Bust of the Virgin orans. On either side, the inscription: Μ̅Θ̅ : Μήτηρ Θεοῦ. Border of dots.

Reverse

Inscription of five lines. Border of dots.

ΘΥΤΗ
ΕΛΣΦΥ
ΛΑΤΤΕΣΟ
ΛΑΤΡΙΝ
ΚΟΡ

Θύτην Ἕλως φύλαττε σὸν λάτριν, Κόρη

Obverse

Bust of the Virgin orans. On either side, the inscription: Μ̅Θ̅ : Μήτηρ Θεοῦ. Border of dots.

Reverse

Inscription of five lines. Border of dots.

ΘΥΤΗ
ΕΛΣΦΥ
ΛΑΤΤΕΣΟ
ΛΑΤΡΙΝ
ΚΟΡ

Θύτην Ἕλως φύλαττε σὸν λάτριν, Κόρη

Accession number BZS.1958.106.5360
Diameter 20.0 mm; field: 13.0 mm
Previous Editions

DO Seals 2, no. 26.2. Cf. Wassiliou-Seibt, Siegel mit metrischen Legenden I, no. 951.

Translation

Θύτην Ἕλως φύλαττε σὸν λάτριν, Κόρη.

Virgin, watch over, the bishop of Helos, your servant.

Commentary

Dodecasyllabic. Note the substitution of an omega for the sound ou: this is a phenomenon typical of the Tzakonian (and the Maniot) dialect in Greek (G. Anagnostopulos, Tsakonische Grammatik [Berlin-Athens, 1926], 21; H. Pernot, Introduction à l'étude du dialecte tsakonien [Paris, 1934], 20).

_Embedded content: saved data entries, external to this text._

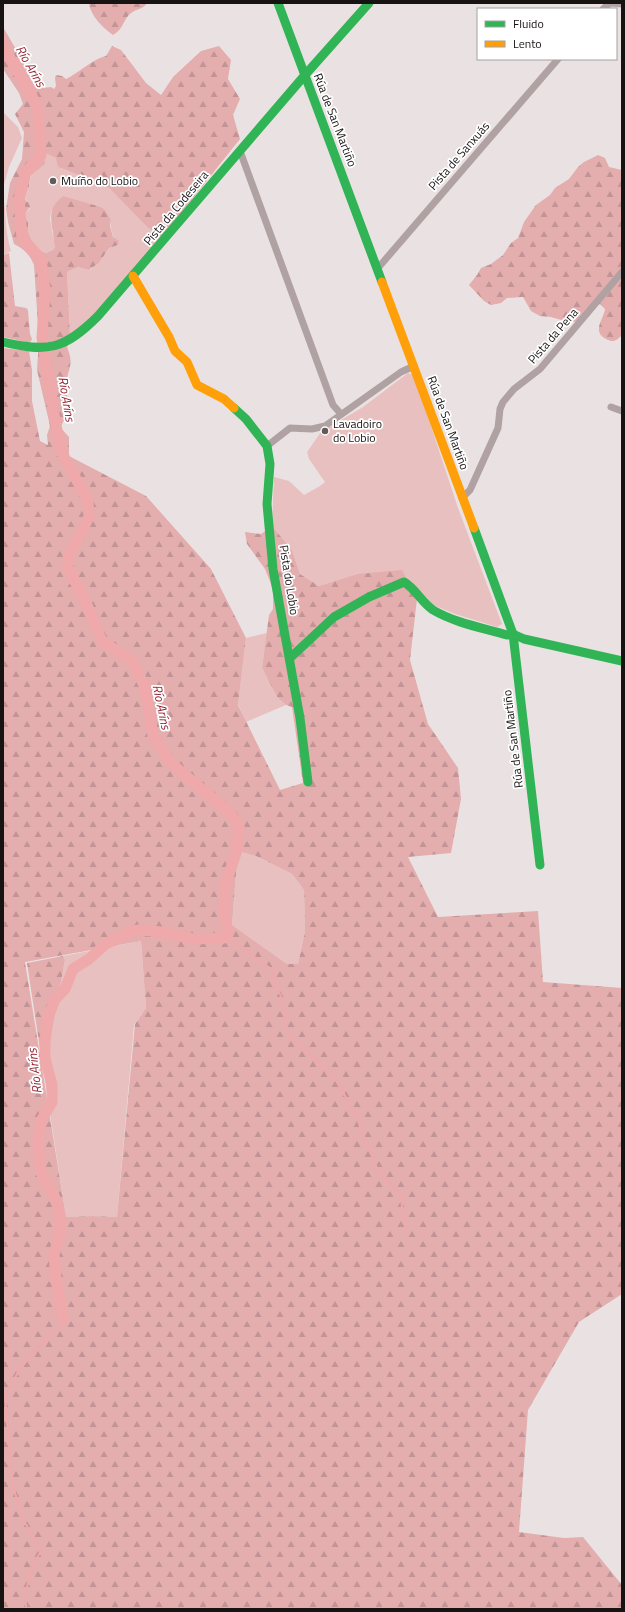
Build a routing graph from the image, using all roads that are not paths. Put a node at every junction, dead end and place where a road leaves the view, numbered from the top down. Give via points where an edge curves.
1 (278, 3) edge
2 (369, 3) edge
3 (611, 3) edge
4 (622, 4) edge
5 (557, 60) edge
6 (305, 75) junction
7 (240, 151) junction
8 (378, 268) junction
9 (622, 272) edge
10 (133, 276) junction
11 (3, 342) edge
12 (414, 366) junction
13 (611, 407) dead end
14 (622, 411) edge
15 (341, 414) junction
16 (267, 446) junction
17 (462, 498) junction
18 (513, 634) junction
19 (290, 658) junction
20 (622, 661) edge
21 (308, 782) dead end
22 (540, 866) dead end

1 - 6 street, Rúa de San Martiño
2 - 6 street, Pista da Codeseira
3 - 4 street
5 - 8 street, Pista de Sanxuás
6 - 7 street, Pista da Codeseira
6 - 8 street, Rúa de San Martiño
7 - 10 street, Pista da Codeseira
7 - 15 street via 334,405
8 - 12 street, Rúa de San Martiño
9 - 17 street, Pista da Pena via 540,369 502,402 498,428 470,490
10 - 11 street, Pista da Codeseira via 98,316 75,337 56,347 38,348
10 - 16 street via 175,351 187,362 197,386 224,399 246,420
12 - 15 street via 401,372
12 - 17 street, Rúa de San Martiño
13 - 14 street
15 - 16 street via 320,428 290,428
16 - 19 street, Pista do Lobio via 270,464 268,523 273,569
17 - 18 street, Rúa de San Martiño
18 - 19 street via 507,635 439,613 427,606 414,587 404,582 369,597 334,617
18 - 20 street via 524,639
18 - 22 street, Rúa de San Martiño
19 - 21 street, Pista do Lobio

The see of Helos, a suffragan of Patras, appears in the 10th century (Darrouzès, Notitiae, no. 9, line 414;its mention in notitia, no. 7, line 555, is an interpolation). Was it a specific town or, more generally, a region, namely the plain of Helos to the southeast of Sparta? We think that Helos must certainly have been a town (exact location unknown; perhaps Skala on the Eurotas river or a nearby location), as were practically all other bishoprics: it is mentioned as such in De Adm. Imp. (chap. 50, line 16), together with another town, Lakedaimonia; in the Life of St. Nikon (168, 174, 293), it appears as a town of mixed population, Byzantine and, presumably, Slavic; the Latin sources also allude to it as if it were a town (Bon, Morée francque, 99, note 4, 498), and in the 18th century there is mention of the fortezza di Eleos. From Antiquity, its name came from the swampy region in which it was situated. Of course nothing rules out that the creation of the bishopric was related to the Christianization of the Ezeritai (who also took their name from the "lake"). See D. Georgakas, "The Mediaeval Names Melingi and Ezeritae of Slavic Groups in the Peloponnesus," BZ 43 (1950) 327-30; Bon, Péloponnèse, 108-110; Laurent, Corpus V/1, 493 ff; Commentary, 186; J. M. Wagstaff, The Development of Rural Settlements: A Study of the Helos Plain in Southern Greece (Avebury, 1982), 58; Fedalto, 502-3.

Bibliography

  • Catalogue of the Byzantine Seals at Dumbarton Oaks and at the Fogg Museum of Art, Vol. 2: South of the Balkans, the Islands, South of Asia Minor (Open in Zotero)
  • Notitiae Episcopatuum Ecclesiae Constantinopolitanae (Open in Zotero)
  • De Administrando Imperio (Open in Zotero)
  • Constantine Porphyrogenitus, De Administrando Imperio (Open in Zotero)
  • The Life of Saint Nikon: Text, Translation, and Commentary (Open in Zotero)
  • La Morée franque: Recherches historiques, topographiques et archéologiques sur la principauté d’Achaïe (1205-1430) (Open in Zotero)
  • The Mediaeval Names Melingi and Ezeritae of Slavic Groups in the Peloponnesus (Open in Zotero)
  • Le Corpus des sceaux de l’empire byzantin (Open in Zotero)
  • Development of Rural Settlements: A Study of the Helos Plain in Southern Greece (Open in Zotero)
  • Hierarchia Ecclesiastica Orientalis: Series episcoporum ecclesiarum christianarum orientalium (Open in Zotero)
  • Corpus der byzantinischen Siegel mit metrischen Legenden, Vol. 1, Siegellegenden von Alpha bis inclusive My (Open in Zotero)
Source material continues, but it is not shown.